The second aspect of this project I wanted to share was the effect it had on my daily interactions with maintenance. So many times, I have seen something that needs to be fixed or can be done better and I know right where the hardware is to do it. Within a minute I have what I need and a few minutes later, it’s fixed. Formerly, the clutter would have created a time-eating thicket that I rarely attempted to pass through. Things didn’t get done.

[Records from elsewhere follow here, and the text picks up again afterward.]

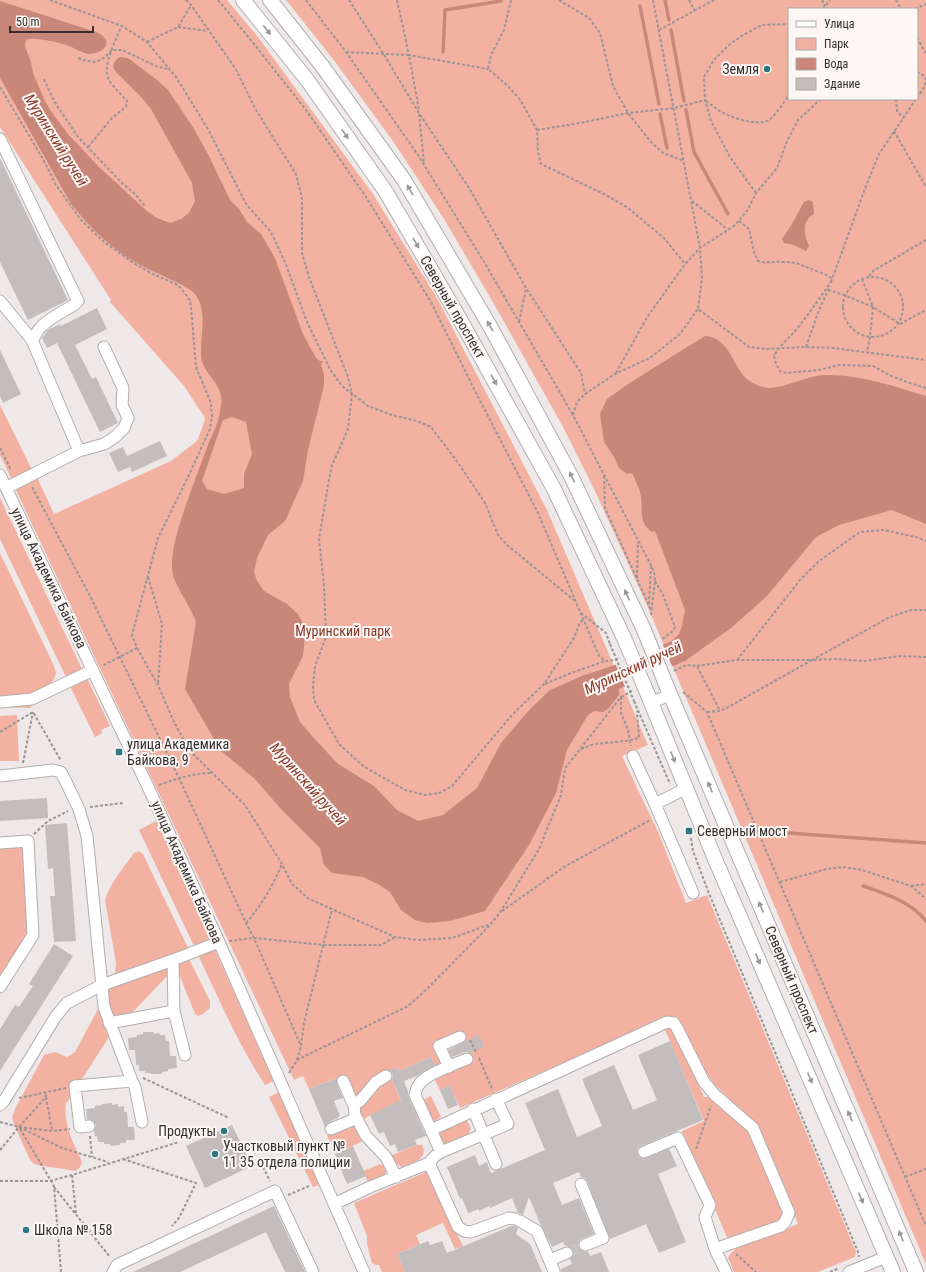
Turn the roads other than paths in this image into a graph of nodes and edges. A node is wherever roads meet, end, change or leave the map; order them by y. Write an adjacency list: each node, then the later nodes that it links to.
1 (243, 0): 12 (main road, Северный проспект, one-way to 12, bridge)
2 (270, 0): 11 (main road, Северный проспект, one-way to 2, bridge)
3 (0, 139): 5 (street)
4 (0, 301): 5 (street)
5 (32, 340): 7 (street)
6 (104, 347): 7 (street)
7 (79, 451): 9 (street)
8 (0, 475): 9 (street, улица Академика Байкова)
9 (6, 488): 10 (street, улица Академика Байкова)
10 (93, 670): 13 (street); 20 (street, улица Академика Байкова)
11 (672, 690): 12 (street); 62 (main road, Северный проспект, one-way to 11)
12 (649, 699): 16 (main road, Северный проспект, one-way to 16)
13 (0, 702)
14 (633, 756): 17 (street)
15 (0, 776): 22 (street)
16 (685, 789): 17 (street); 53 (main road, Северный проспект, one-way to 53)
17 (655, 804): 19 (street)
18 (0, 843): 23 (street)
19 (693, 893)
20 (219, 942): 21 (street); 49 (street, улица Академика Байкова)
21 (173, 960): 22 (street); 24 (street)
22 (102, 985): 25 (street); 34 (street)
23 (0, 987)
24 (174, 1011): 25 (street); 27 (street)
25 (109, 1023): 30 (street)
26 (465, 1038): 29 (street)
27 (184, 1054)
28 (467, 1059): 29 (street)
29 (449, 1067): 41 (street)
30 (130, 1076): 38 (street); 39 (street)
31 (386, 1076): 35 (street)
32 (343, 1080): 35 (street)
33 (496, 1099): 36 (street); 42 (street); 51 (street)
34 (2, 1103)
35 (354, 1105): 37 (street)
36 (473, 1109): 41 (street); 42 (street)
37 (357, 1118): 40 (street); 47 (street)
38 (142, 1122)
39 (84, 1127)
40 (331, 1129)
41 (431, 1130): 43 (street)
42 (483, 1134): 43 (street); 46 (street)
43 (441, 1152): 45 (street)
44 (644, 1152): 51 (street)
45 (429, 1163): 47 (street); 54 (street)
46 (496, 1164)
47 (396, 1177): 49 (street)
48 (581, 1184): 50 (street)
49 (334, 1204): 59 (street, улица Академика Байкова)
50 (585, 1245)
51 (715, 1249): 60 (street)
52 (567, 1253): 54 (street)
53 (886, 1257): 57 (street); 61 (main road, Северный проспект)
54 (550, 1260): 56 (street)
55 (115, 1268): 58 (street)
56 (554, 1271)
57 (854, 1271)
58 (313, 1272)
59 (364, 1272)
60 (726, 1272)
61 (893, 1272)
62 (916, 1272)

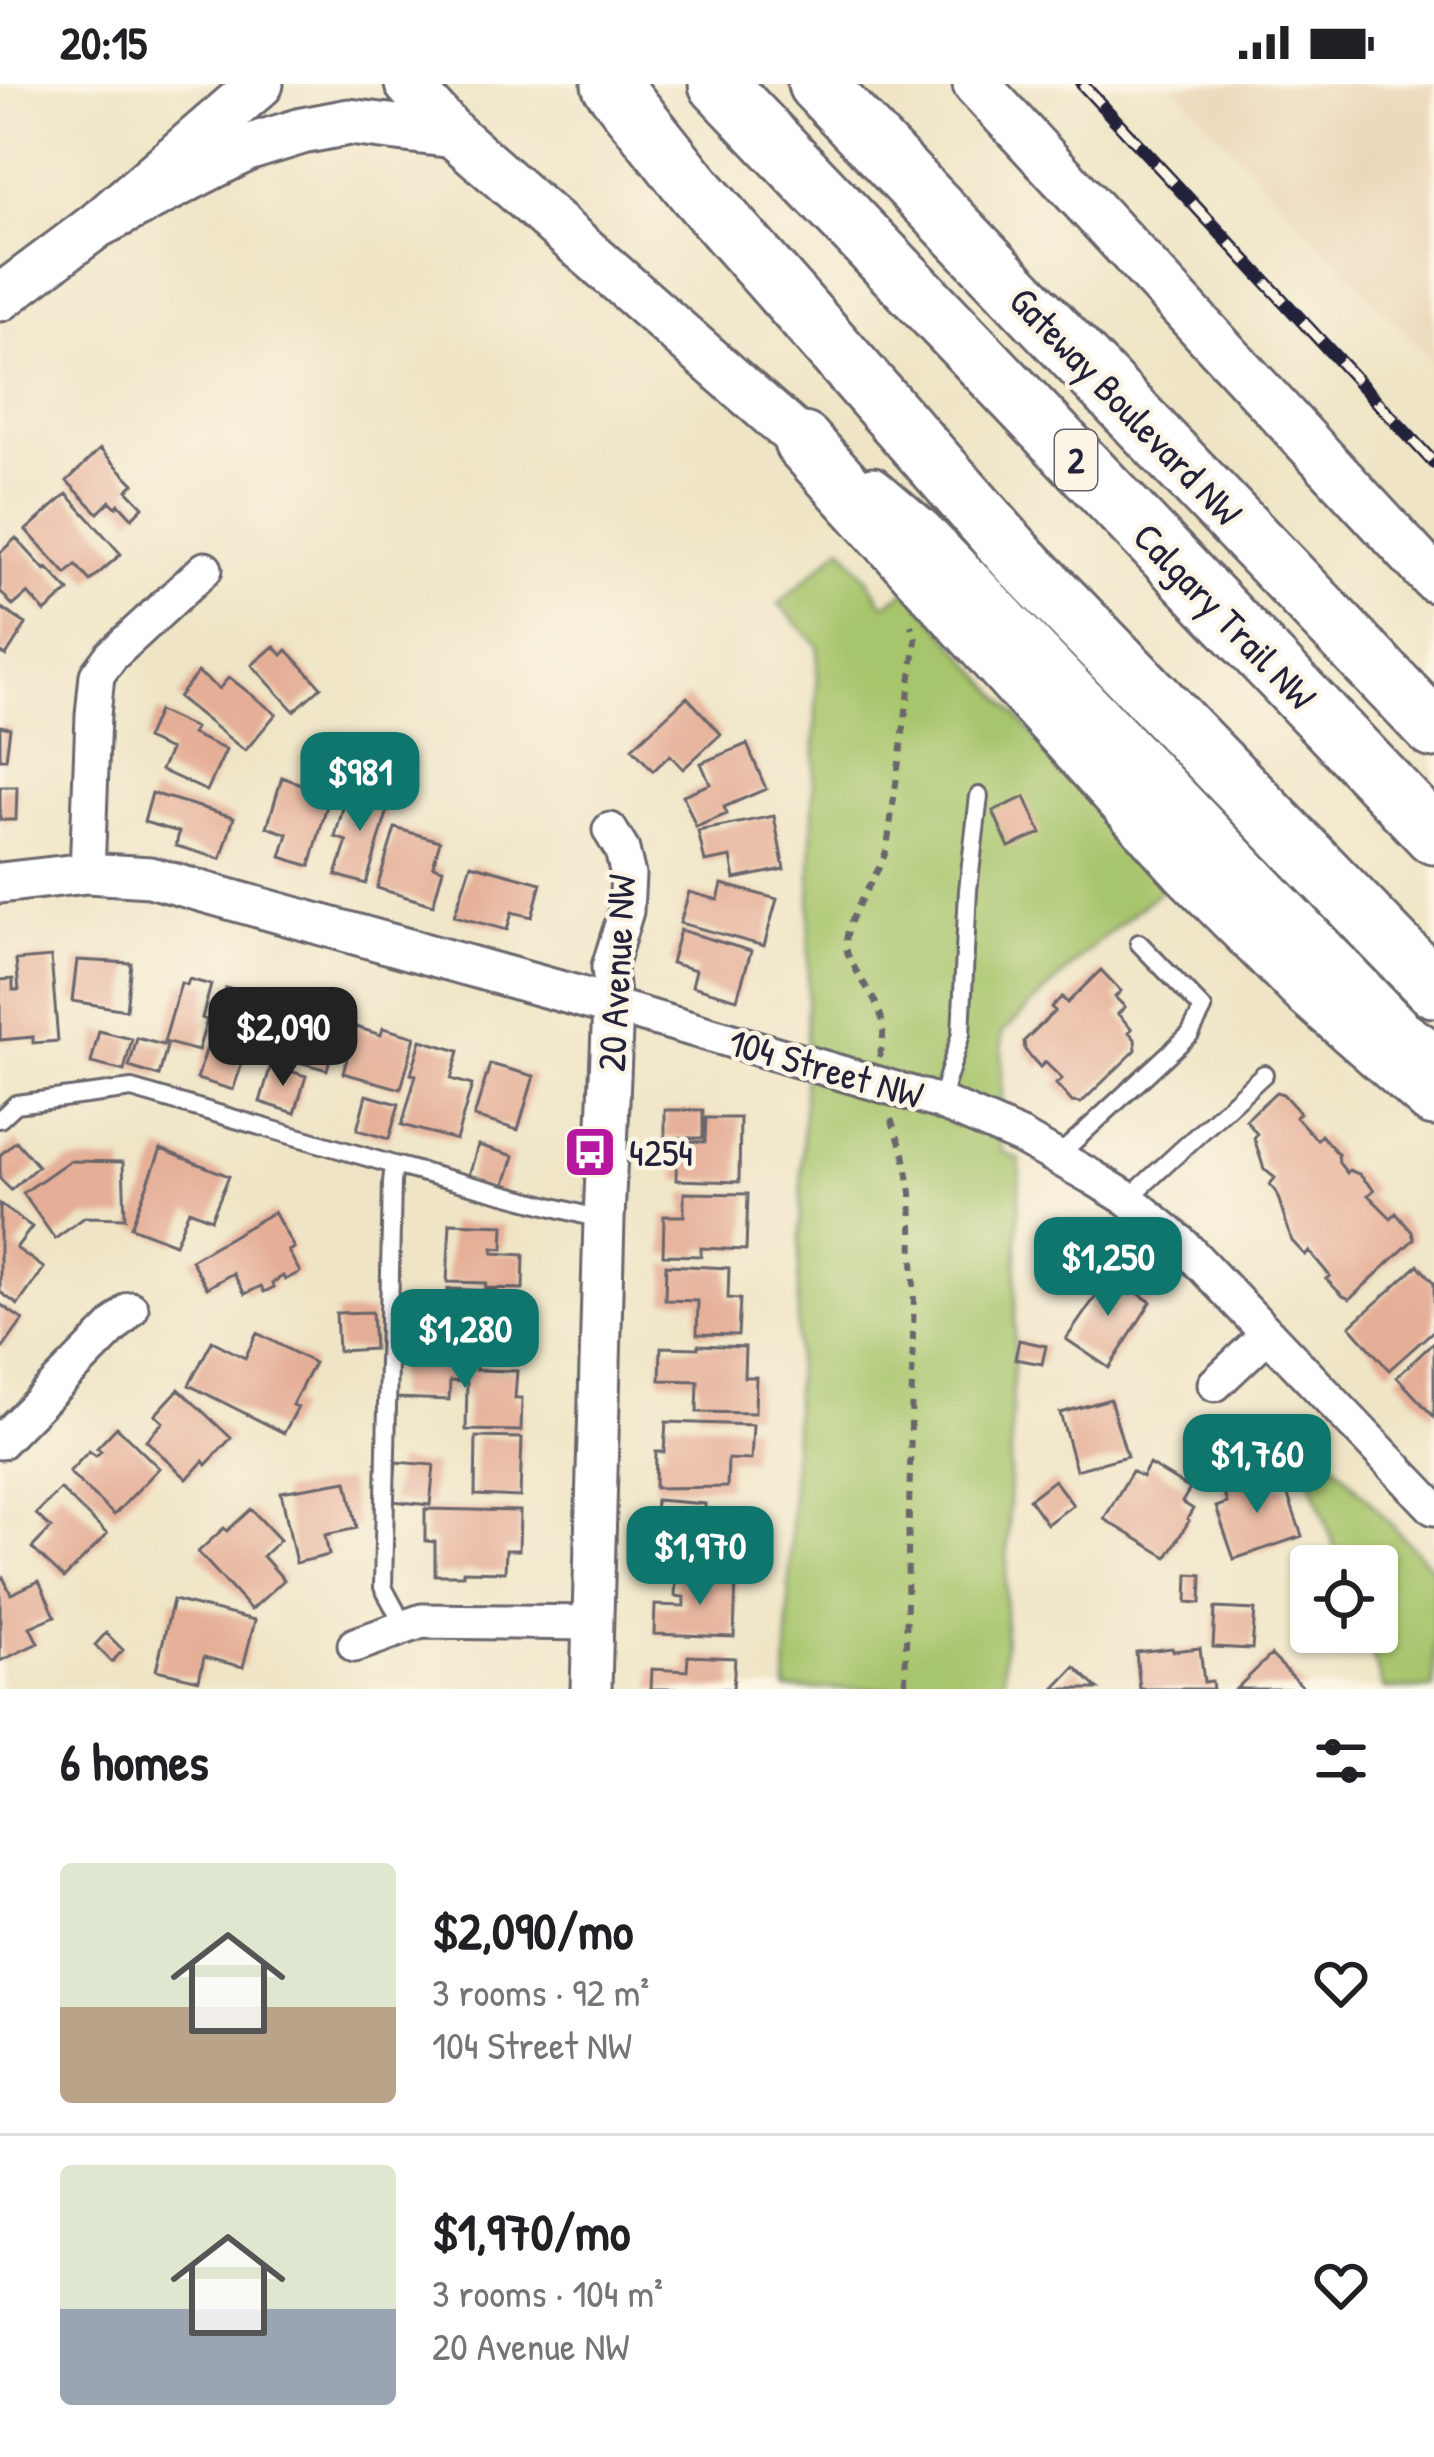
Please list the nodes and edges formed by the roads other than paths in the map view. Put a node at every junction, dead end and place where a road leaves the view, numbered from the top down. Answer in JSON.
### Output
{"nodes":[{"id":1,"x":260,"y":84,"type":"edge"},
{"id":2,"x":408,"y":84,"type":"edge"},
{"id":3,"x":611,"y":84,"type":"edge"},
{"id":4,"x":718,"y":84,"type":"edge"},
{"id":5,"x":818,"y":84,"type":"edge"},
{"id":6,"x":976,"y":84,"type":"edge"},
{"id":7,"x":454,"y":135,"type":"junction"},
{"id":8,"x":98,"y":225,"type":"junction"},
{"id":9,"x":0,"y":298,"type":"edge"},
{"id":10,"x":803,"y":442,"type":"junction"},
{"id":11,"x":205,"y":568,"type":"dead end"},
{"id":12,"x":1434,"y":579,"type":"edge"},
{"id":13,"x":1434,"y":729,"type":"edge"},
{"id":14,"x":979,"y":796,"type":"dead end"},
{"id":15,"x":610,"y":830,"type":"dead end"},
{"id":16,"x":1434,"y":836,"type":"edge"},
{"id":17,"x":87,"y":873,"type":"junction"},
{"id":18,"x":0,"y":883,"type":"edge"},
{"id":19,"x":1138,"y":943,"type":"dead end"},
{"id":20,"x":1434,"y":988,"type":"edge"},
{"id":21,"x":613,"y":1006,"type":"junction"},
{"id":22,"x":1434,"y":1052,"type":"edge"},
{"id":23,"x":1264,"y":1074,"type":"dead end"},
{"id":24,"x":1434,"y":1097,"type":"edge"},
{"id":25,"x":940,"y":1102,"type":"junction"},
{"id":26,"x":0,"y":1119,"type":"edge"},
{"id":27,"x":1057,"y":1156,"type":"junction"},
{"id":28,"x":394,"y":1165,"type":"junction"},
{"id":29,"x":1128,"y":1198,"type":"junction"},
{"id":30,"x":604,"y":1220,"type":"junction"},
{"id":31,"x":131,"y":1309,"type":"dead end"},
{"id":32,"x":1268,"y":1334,"type":"junction"},
{"id":33,"x":1215,"y":1384,"type":"dead end"},
{"id":34,"x":0,"y":1442,"type":"edge"},
{"id":35,"x":1434,"y":1508,"type":"edge"},
{"id":36,"x":593,"y":1623,"type":"junction"},
{"id":37,"x":404,"y":1626,"type":"junction"},
{"id":38,"x":355,"y":1645,"type":"dead end"},
{"id":39,"x":591,"y":1689,"type":"edge"}],
"edges":[{"from":1,"to":8,"type":"main road"},
{"from":2,"to":7,"type":"main road"},
{"from":3,"to":20,"type":"highway"},
{"from":4,"to":16,"type":"highway","name":"Calgary Trail NW","number":"2"},
{"from":5,"to":13,"type":"highway","name":"Gateway Boulevard NW","number":"2"},
{"from":6,"to":12,"type":"main road"},
{"from":7,"to":8,"type":"main road"},
{"from":7,"to":10,"type":"main road"},
{"from":8,"to":9,"type":"main road"},
{"from":10,"to":22,"type":"street"},
{"from":10,"to":24,"type":"highway"},
{"from":11,"to":17,"type":"street"},
{"from":14,"to":25,"type":"lane"},
{"from":15,"to":21,"type":"street","name":"20 Avenue NW"},
{"from":17,"to":18,"type":"street","name":"104 Street NW"},
{"from":17,"to":21,"type":"street","name":"104 Street NW"},
{"from":19,"to":27,"type":"lane"},
{"from":21,"to":25,"type":"street","name":"104 Street NW"},
{"from":21,"to":30,"type":"street","name":"20 Avenue NW"},
{"from":23,"to":29,"type":"lane"},
{"from":25,"to":27,"type":"street","name":"104 Street NW"},
{"from":26,"to":28,"type":"lane"},
{"from":27,"to":29,"type":"street","name":"104 Street NW"},
{"from":28,"to":30,"type":"lane"},
{"from":28,"to":37,"type":"lane"},
{"from":29,"to":32,"type":"street","name":"104 Street NW"},
{"from":30,"to":36,"type":"street","name":"20 Avenue NW"},
{"from":31,"to":34,"type":"street"},
{"from":32,"to":33,"type":"street"},
{"from":32,"to":35,"type":"street","name":"104 Street NW"},
{"from":36,"to":37,"type":"street"},
{"from":36,"to":39,"type":"street","name":"20 Avenue NW"},
{"from":37,"to":38,"type":"street"}]}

Plus things get done better. This is partly due to having gone through everything, I knew where the weird things were and I would suddenly realize that a particular weird thing will allow me to fix this thing better than if I used only conventional things. Things also get done better because the organization allows me to quickly gather and thereby move to a deeper understanding of the issue and my developing solution. This usually leads to second thoughts and modifications. Plus wanting to solve this issue with a two-hundred year forest road quality solution brings better thoughts to the assembly of easily-assembled tools and hardware.
I enjoyed this work. Not having a time limit, but having a commitment to spend some time on it every day, led me to sometimes spend hours creating some small thing. Like I wanted paper handy to write down lists or measurements. They had lain in the general clutter. But I wanted the paper (with a nearby pencil) to be in some specified place that did not take up space in the work area. Eventually I mounted a clip to unused wall space at handwriting level. Small things accumulating into a place that both helps me and holds me to higher standards.
Ken Homer
Thanks Paul!
I love this post – it speaks to a similar need in me to tackles things like keeping our tools orderly and accessible, be they tools in a shed or tools on a computer, or tools in a mind. This is the kind of “cleaning” process that is truly cleansing as it discards what is no longer needed, rearranges what’s necessary based on frequency of use and places other items in some kind of intuitive flow pattern that seems to improve every time we engage the habit.
I enjoyed and resonated with your description of engaging with quality – taking the time to consider each box of items or each tool in relation to its purpose. Just feels right to me.